Senghor crée en 1964 la Manufacture nationale de tapisserie de Thiès, près de Dakar, qui sert sa diplomatie culturelle. Et puis le Théâtre national Daniel Sorano inauguré à Dakar en 1965, 1 200 places, le premier grand théâtre du continent. Senghor est le premier en Afrique à créer une troupe nationale de théâtre, un ballet national et un ensemble lyrique national, dont les artistes sont fonctionnaires. Des photos montrent un Macbeth joué à l'Odéon en 1969 par la troupe du théâtre Sorano, dont le répertoire est très varié, de Molière ou Claudel à Césaire ou Wole Soyinka.
Réinventer l'universel
Le dernier grand projet culturel de Senghor, évoqué dans l'exposition par des plans, n'a jamais été réalisé, même si le Musée des civilisations noires ouvert en 2018 en est l'héritier. Ce grand espace culturel aurait été un véritable quartier abritant un grand musée, l'institut des arts, l'école d'architecture. "C'est la traduction d'une vision qui réinvente l'universel", estime Mamadou Diouf. "Senghor tente de dire que la seule manière d'avoir un universel qui reflète l'ensemble des cultures humaines, c'est d'enlever l'universel de sa gangue européenne."
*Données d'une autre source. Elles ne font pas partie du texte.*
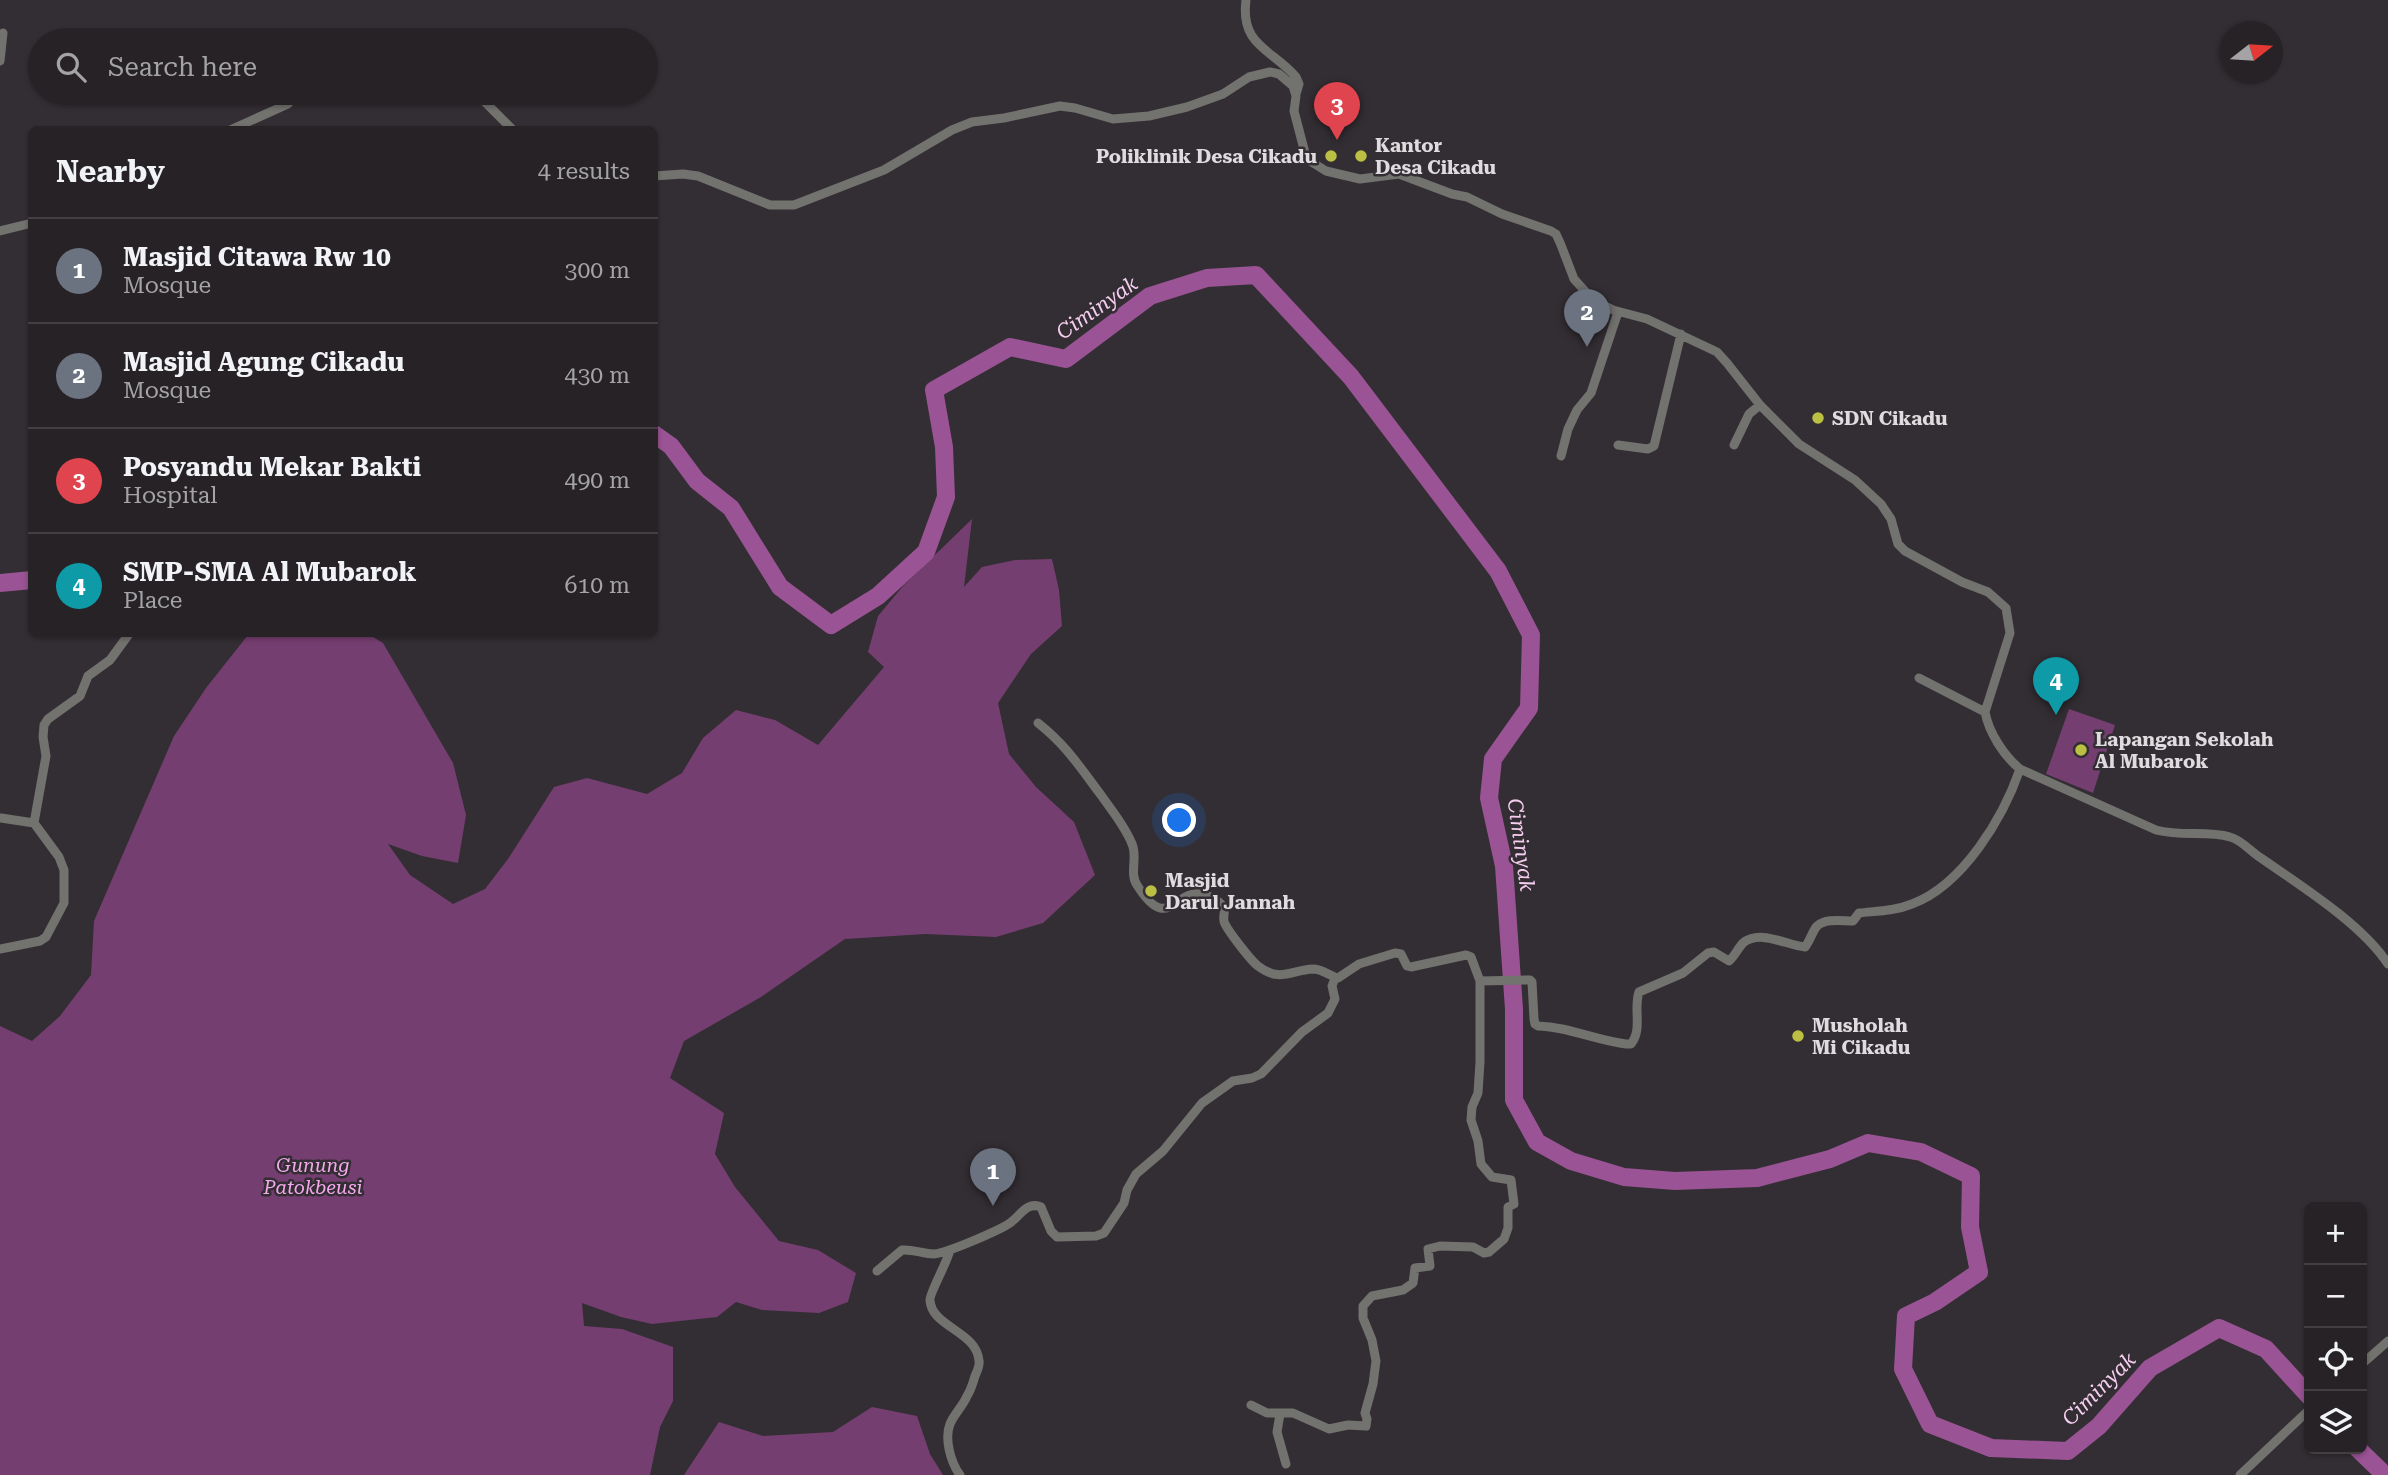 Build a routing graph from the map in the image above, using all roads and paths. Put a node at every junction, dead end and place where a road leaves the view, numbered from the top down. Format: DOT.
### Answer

Senghor a aussi été violemment critiqué au Sénégal. Une nouvelle génération d'artistes, dans les années 1970, conteste sa politique culturelle. Ceux du groupe Agit'Art, avec Issa Sam dit Joe Wakam, refusent d'être au service de l'Etat. "Il y a eu des moments où Senghor était un vrai dictateur mais la dictature n' jamais empêché la confrontation intellectuelle", estime Mamadou Diouf. Et, après sa démission en 1980, "beaucoup d'entre nous qui ne pensaient à lui que comme un politicien ont commencé à le lire et à le voir comme un penseur".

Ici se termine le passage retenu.